PARIGI. Stretti collaboratori di Marine Le Pen, il "cerchio magico" della presidente del Front National, sono accusati di aver messo in piedi "un sistema offshore sofisticato" nell'ambito di Panama Papers. Lo rivela il quotidiano Le Monde.
Ma non solo Marine, anche Jean-Marie Le Pen sarebbe direttamente coinvolto nello scandalo finanziario di Panama Papers. Secondo Le Monde, una parte della ricchezza nota come "il tesoro" del fondatore del Front National è stata dissimulata attraverso la società offshore Balerton Marketing Limited, creata nei Caraibi nel 2000. Banconote, lingotti, monete d'oro, ci sarebbe di tutto nel "tesoro", intestato al prestanome Gerald Gerin, ex maggiordomo di Jean-Marie e della moglie Jany Le Pen.
In Inghilterra, invece, si aggraverebbe la posizione di David Cameron. Nuovi dettagli sullo schema attraverso il quale il padre Ian avrebbe nascosto per decenni al fisco britannico le sue fortune di broker della finanza conquistano l'apertura di alcuni giornali di Londra: dal Guardian, al Times, al Daily Mirror. La stampa rivela che Ian Cameron, morto nel 2010, avrebbe dirottato fin dal 1982 ingenti somme di denaro in Centro America, facendo ruotare in seno al board della sua societa' - la Blairmore Holdings - decine di prestanome caraibici. Mentre di fronte alla domanda se parte del tesoro di famiglia dei Cameron sia ancora sotto il sole di Panama, pochi accettano la balbettante risposta della portavoce del premier: "Questioni private".
I nomi di notabili e donatori del Partito Conservatore britannico emergono frattanto dai leaks. E si moltiplicano le 'intimazioni' al governo a agire sul serio contro le transazioni offshore. Il leader laburista Jeremy Corbyn tuona: accumulare denari in paradisi fiscali "strappa risorse ai servizi sociali".
IN ITALIA. "La presenza di contribuenti italiani in queste liste che stanno venendo fuori non li qualifica di per sé come evasori. Ma sono dati oggettivamente interessanti sui quali la nostra amministrazione finanziaria andrà sicuramente a fare qualche accertamento, e sicuramente ne salteranno fuori delle belle". Lo dice al Corriere della Sera il viceministro dell' Economia Enrico Zanetti, commentando l'inchiesta su Panama papers.

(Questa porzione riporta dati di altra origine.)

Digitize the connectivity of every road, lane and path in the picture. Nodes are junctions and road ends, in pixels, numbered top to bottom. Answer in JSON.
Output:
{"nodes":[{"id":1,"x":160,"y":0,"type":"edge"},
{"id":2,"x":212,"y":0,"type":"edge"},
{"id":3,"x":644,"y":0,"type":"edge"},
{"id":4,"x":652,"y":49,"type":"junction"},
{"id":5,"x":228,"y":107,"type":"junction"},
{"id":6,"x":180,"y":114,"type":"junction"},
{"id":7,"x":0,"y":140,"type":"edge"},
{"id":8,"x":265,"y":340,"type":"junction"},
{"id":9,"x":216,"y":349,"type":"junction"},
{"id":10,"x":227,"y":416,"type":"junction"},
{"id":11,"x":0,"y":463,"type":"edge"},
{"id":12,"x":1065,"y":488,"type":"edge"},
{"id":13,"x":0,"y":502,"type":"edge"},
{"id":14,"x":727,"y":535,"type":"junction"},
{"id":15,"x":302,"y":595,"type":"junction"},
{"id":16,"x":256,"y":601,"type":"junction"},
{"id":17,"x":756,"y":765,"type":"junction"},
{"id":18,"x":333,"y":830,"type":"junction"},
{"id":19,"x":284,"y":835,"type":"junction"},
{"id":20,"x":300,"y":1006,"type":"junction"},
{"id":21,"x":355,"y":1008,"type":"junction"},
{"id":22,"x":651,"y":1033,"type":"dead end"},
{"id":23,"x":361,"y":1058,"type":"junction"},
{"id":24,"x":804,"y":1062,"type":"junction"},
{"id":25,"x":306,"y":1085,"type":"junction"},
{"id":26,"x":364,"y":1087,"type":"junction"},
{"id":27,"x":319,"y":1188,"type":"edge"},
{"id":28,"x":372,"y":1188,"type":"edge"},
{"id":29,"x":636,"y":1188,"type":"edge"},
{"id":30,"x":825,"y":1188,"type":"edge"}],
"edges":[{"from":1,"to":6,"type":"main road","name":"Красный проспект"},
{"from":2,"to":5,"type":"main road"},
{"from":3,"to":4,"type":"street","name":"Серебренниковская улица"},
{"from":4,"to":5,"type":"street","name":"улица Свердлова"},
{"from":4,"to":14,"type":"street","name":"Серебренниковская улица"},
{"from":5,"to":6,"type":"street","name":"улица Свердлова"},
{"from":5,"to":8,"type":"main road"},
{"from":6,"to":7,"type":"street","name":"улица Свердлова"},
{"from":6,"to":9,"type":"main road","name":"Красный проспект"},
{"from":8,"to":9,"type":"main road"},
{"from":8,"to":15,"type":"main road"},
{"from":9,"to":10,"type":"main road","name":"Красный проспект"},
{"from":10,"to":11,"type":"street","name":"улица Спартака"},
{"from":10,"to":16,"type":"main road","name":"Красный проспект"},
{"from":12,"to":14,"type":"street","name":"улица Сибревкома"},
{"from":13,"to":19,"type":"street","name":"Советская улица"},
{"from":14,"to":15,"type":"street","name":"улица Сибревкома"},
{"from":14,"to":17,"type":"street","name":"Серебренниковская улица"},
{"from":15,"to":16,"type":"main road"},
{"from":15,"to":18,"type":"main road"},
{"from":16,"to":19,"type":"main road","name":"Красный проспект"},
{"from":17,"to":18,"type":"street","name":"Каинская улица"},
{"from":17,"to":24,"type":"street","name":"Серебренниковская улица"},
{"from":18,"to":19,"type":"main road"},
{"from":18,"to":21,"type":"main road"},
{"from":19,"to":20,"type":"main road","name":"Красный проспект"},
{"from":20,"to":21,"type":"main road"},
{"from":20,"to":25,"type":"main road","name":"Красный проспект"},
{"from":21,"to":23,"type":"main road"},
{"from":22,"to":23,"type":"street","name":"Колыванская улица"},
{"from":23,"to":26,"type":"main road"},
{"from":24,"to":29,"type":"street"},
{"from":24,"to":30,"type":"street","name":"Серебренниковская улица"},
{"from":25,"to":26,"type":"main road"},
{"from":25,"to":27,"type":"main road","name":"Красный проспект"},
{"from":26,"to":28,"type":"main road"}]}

"Tra gli ottocento italiani con i conti a Panama ci sarà pure qualche contribuente onesto", sottolinea, "ma non ci vuole molto per capire che la maggior parte di loro sono evasori. E se non hanno sfruttato la finestra per l'emersione dei capitali all'estero, appena chiusa, li attende un periodo di giusta e profonda tribolazione".
Se hanno sbagliato pagheranno, assicura, "sul contrasto all'evasione fiscale internazionale questo governo ha condotto una delle azioni più decise negli ultimi due anni. Su altri fronti abbiamo razionalizzato, come sulle sanzioni penali, che erano populisticamente esagerate, ma sull'evasione internazionale abbiamo varato norme molto più stringenti e pesanti. Sappiamo che questa è una leva fondamentale per avere maggior equità nel sistema fiscale che non può accanirsi solo contro la piccola evasione domestica".
"Finché ci sarà un Paese nella lista nera, ci sarà qualcuno che ci porterà i soldi. Ma sono paradisi sempre più lontani, e meno sicuri. Un conto era la Svizzera, altro Panama o le Vanuatu, dove li nascondono talmente bene, i soldi, che rischiano di non darteli più".